▸ Task directions
Scan the listing below for the word "Anta", then copy each line that has it.

▸ Information
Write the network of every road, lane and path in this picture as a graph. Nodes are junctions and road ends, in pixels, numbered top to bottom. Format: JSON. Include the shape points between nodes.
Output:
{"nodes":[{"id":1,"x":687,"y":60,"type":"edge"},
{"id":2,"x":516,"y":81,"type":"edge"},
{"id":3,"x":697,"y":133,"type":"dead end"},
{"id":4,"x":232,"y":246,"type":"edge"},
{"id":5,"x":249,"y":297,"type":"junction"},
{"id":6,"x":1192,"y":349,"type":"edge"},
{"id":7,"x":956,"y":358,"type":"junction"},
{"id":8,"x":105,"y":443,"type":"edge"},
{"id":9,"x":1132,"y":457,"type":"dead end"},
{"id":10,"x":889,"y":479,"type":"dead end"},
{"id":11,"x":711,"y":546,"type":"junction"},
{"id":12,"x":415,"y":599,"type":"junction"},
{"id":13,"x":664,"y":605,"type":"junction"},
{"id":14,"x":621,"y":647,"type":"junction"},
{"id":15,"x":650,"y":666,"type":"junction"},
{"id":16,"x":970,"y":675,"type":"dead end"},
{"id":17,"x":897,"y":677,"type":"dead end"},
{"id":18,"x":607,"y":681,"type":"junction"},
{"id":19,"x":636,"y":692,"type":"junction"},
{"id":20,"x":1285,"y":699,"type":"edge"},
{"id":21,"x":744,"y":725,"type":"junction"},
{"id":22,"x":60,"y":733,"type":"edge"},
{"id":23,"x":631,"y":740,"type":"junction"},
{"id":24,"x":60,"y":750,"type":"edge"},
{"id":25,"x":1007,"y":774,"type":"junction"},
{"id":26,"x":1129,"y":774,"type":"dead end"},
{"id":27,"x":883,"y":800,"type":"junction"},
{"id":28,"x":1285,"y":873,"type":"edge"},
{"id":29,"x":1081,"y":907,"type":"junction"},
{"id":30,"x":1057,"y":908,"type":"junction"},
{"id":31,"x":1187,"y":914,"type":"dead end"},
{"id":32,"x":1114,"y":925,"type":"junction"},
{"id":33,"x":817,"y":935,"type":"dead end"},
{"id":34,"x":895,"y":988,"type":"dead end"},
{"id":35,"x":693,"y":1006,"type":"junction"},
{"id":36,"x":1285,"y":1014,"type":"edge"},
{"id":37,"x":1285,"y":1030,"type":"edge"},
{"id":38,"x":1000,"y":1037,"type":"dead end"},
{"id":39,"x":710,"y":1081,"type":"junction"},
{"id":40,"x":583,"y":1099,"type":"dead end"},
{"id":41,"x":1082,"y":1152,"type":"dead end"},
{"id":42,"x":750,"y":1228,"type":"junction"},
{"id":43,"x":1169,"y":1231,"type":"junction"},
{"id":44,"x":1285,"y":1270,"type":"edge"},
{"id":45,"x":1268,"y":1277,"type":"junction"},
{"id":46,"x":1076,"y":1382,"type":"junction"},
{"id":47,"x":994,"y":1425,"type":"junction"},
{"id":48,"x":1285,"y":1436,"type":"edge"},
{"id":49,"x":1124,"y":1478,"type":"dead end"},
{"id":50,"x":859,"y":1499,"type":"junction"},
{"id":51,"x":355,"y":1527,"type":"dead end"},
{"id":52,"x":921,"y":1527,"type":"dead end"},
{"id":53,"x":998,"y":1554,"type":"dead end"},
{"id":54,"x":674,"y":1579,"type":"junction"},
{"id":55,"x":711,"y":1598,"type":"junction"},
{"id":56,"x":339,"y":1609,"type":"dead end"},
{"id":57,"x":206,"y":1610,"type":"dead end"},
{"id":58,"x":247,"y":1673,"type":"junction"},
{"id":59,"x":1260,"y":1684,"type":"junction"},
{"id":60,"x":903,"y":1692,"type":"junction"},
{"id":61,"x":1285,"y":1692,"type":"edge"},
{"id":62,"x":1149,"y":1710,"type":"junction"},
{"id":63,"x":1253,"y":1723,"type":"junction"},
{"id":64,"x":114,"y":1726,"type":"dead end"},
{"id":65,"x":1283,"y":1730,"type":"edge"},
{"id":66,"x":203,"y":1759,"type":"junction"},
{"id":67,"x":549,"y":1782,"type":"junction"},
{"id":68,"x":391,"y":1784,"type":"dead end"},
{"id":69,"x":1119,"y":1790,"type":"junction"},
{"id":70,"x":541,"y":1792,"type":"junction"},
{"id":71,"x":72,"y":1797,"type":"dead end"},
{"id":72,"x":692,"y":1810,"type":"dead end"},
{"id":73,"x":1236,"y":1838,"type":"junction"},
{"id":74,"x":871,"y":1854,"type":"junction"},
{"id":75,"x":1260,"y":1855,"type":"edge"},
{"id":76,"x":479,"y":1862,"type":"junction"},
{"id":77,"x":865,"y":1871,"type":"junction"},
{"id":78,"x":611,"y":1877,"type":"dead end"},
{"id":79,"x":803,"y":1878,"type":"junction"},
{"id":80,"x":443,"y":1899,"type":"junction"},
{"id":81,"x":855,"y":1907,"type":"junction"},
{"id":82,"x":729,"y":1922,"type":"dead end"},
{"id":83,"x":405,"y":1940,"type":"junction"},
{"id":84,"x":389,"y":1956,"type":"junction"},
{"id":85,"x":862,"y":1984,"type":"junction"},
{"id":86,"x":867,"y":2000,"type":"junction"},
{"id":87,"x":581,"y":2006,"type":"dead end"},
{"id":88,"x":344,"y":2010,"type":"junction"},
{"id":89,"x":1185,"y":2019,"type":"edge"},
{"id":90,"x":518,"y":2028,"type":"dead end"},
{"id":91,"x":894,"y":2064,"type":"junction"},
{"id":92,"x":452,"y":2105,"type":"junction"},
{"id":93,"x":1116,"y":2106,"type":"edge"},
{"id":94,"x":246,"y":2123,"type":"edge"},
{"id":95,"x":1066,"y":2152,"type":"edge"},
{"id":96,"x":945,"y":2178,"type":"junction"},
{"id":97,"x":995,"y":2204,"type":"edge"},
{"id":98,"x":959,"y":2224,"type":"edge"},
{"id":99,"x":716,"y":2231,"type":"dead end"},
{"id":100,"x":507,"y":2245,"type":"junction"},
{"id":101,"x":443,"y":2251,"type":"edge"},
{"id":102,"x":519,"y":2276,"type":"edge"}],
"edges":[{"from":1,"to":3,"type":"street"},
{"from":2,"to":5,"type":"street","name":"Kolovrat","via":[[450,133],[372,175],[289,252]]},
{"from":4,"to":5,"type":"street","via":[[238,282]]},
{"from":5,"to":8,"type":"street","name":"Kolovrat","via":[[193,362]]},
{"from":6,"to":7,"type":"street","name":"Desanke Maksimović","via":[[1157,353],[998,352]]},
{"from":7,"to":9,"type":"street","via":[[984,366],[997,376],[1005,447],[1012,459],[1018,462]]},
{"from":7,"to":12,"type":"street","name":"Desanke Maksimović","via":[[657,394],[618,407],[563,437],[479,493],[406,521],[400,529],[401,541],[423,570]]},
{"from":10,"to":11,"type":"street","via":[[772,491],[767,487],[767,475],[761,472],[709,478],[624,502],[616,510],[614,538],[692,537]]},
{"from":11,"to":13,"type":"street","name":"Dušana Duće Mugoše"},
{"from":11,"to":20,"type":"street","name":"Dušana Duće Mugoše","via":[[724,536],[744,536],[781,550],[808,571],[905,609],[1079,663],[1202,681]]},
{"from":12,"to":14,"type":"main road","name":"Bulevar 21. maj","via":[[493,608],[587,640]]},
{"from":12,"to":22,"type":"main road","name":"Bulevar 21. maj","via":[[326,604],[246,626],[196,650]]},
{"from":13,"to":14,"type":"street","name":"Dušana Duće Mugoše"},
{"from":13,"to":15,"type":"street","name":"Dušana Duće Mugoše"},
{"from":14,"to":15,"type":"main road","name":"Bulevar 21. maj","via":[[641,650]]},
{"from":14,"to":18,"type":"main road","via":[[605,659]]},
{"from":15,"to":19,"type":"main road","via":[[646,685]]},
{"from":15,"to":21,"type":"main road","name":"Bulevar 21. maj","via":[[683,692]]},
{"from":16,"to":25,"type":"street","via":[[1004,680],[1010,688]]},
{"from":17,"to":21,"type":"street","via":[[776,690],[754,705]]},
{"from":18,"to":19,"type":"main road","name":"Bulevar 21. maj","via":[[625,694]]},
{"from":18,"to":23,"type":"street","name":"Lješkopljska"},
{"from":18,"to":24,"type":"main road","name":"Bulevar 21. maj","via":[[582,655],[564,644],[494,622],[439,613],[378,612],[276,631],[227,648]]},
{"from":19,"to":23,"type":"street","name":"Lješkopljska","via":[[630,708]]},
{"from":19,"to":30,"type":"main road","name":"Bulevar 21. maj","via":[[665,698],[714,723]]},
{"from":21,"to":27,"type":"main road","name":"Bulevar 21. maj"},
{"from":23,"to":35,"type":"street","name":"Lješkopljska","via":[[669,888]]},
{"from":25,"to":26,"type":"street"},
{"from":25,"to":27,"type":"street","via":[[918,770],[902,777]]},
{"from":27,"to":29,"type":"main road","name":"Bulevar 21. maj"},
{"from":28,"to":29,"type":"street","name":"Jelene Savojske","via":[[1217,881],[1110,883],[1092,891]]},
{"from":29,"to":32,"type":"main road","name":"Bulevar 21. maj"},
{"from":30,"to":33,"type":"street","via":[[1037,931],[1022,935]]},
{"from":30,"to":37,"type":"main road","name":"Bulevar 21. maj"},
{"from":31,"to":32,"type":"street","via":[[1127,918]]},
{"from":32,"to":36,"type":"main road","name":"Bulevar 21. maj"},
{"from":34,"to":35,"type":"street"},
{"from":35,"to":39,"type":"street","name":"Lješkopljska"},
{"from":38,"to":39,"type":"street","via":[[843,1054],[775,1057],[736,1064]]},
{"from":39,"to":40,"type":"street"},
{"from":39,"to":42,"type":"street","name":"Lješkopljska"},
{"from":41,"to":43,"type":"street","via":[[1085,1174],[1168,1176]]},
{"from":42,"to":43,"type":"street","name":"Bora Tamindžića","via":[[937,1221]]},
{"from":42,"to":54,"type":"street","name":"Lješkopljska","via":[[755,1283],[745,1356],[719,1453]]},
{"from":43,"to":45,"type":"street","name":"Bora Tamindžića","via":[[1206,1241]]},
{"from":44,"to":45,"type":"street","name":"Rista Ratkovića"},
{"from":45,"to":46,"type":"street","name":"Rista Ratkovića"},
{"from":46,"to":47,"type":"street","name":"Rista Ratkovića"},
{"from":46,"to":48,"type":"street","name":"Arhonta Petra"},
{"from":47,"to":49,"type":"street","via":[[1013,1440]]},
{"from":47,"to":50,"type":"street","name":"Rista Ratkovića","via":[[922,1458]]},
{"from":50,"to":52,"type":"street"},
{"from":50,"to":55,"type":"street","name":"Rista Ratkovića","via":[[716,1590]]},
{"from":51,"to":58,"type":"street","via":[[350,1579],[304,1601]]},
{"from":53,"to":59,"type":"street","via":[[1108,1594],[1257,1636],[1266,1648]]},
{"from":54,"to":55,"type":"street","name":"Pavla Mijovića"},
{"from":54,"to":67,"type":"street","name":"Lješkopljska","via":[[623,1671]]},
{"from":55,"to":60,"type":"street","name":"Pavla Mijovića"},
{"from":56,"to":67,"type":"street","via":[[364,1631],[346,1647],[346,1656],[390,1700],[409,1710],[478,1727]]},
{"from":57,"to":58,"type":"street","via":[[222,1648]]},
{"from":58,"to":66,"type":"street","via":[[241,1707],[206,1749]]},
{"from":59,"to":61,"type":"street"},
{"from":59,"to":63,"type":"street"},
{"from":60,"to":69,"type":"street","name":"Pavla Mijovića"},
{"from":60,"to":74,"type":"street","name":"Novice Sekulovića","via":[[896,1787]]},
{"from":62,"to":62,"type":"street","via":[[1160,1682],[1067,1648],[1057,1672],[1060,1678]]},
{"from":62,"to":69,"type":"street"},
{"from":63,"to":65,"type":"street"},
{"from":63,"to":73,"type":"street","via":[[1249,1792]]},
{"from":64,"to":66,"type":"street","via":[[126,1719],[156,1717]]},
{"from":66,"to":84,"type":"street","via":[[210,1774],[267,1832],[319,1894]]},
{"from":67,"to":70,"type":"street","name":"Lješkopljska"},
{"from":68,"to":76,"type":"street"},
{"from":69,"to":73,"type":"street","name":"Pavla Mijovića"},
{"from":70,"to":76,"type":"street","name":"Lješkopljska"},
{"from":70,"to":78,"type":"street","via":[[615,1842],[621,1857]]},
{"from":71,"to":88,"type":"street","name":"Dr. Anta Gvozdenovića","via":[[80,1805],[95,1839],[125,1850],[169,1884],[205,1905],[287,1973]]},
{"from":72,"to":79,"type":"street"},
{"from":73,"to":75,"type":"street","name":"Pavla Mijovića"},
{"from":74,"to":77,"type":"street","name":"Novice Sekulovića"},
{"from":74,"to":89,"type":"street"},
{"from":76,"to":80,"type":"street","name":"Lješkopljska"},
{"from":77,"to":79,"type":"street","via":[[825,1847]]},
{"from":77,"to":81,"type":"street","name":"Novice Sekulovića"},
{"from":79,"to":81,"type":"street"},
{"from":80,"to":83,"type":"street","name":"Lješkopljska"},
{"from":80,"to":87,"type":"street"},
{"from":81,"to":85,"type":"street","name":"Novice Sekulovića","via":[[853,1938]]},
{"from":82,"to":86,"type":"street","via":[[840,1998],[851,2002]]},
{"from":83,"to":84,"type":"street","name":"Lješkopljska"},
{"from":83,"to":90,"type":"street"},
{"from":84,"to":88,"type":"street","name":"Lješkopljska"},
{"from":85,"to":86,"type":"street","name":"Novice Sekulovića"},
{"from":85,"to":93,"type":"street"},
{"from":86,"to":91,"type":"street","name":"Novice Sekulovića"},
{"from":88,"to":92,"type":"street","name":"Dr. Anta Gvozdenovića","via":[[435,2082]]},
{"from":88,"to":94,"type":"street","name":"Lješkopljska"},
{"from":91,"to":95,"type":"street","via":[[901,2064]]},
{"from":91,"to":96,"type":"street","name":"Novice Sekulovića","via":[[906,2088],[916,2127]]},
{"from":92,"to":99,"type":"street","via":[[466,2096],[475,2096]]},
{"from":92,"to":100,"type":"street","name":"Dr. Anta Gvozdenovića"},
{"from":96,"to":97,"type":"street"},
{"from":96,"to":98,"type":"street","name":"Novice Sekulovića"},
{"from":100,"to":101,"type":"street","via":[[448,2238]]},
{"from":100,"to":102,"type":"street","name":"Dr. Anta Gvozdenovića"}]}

▸ Result of the exercise
{"from":71,"to":88,"type":"street","name":"Dr. Anta Gvozdenovića","via":[[80,1805],[95,1839],[125,1850],[169,1884],[205,1905],[287,1973]]},
{"from":88,"to":92,"type":"street","name":"Dr. Anta Gvozdenovića","via":[[435,2082]]},
{"from":92,"to":100,"type":"street","name":"Dr. Anta Gvozdenovića"},
{"from":100,"to":102,"type":"street","name":"Dr. Anta Gvozdenovića"}]}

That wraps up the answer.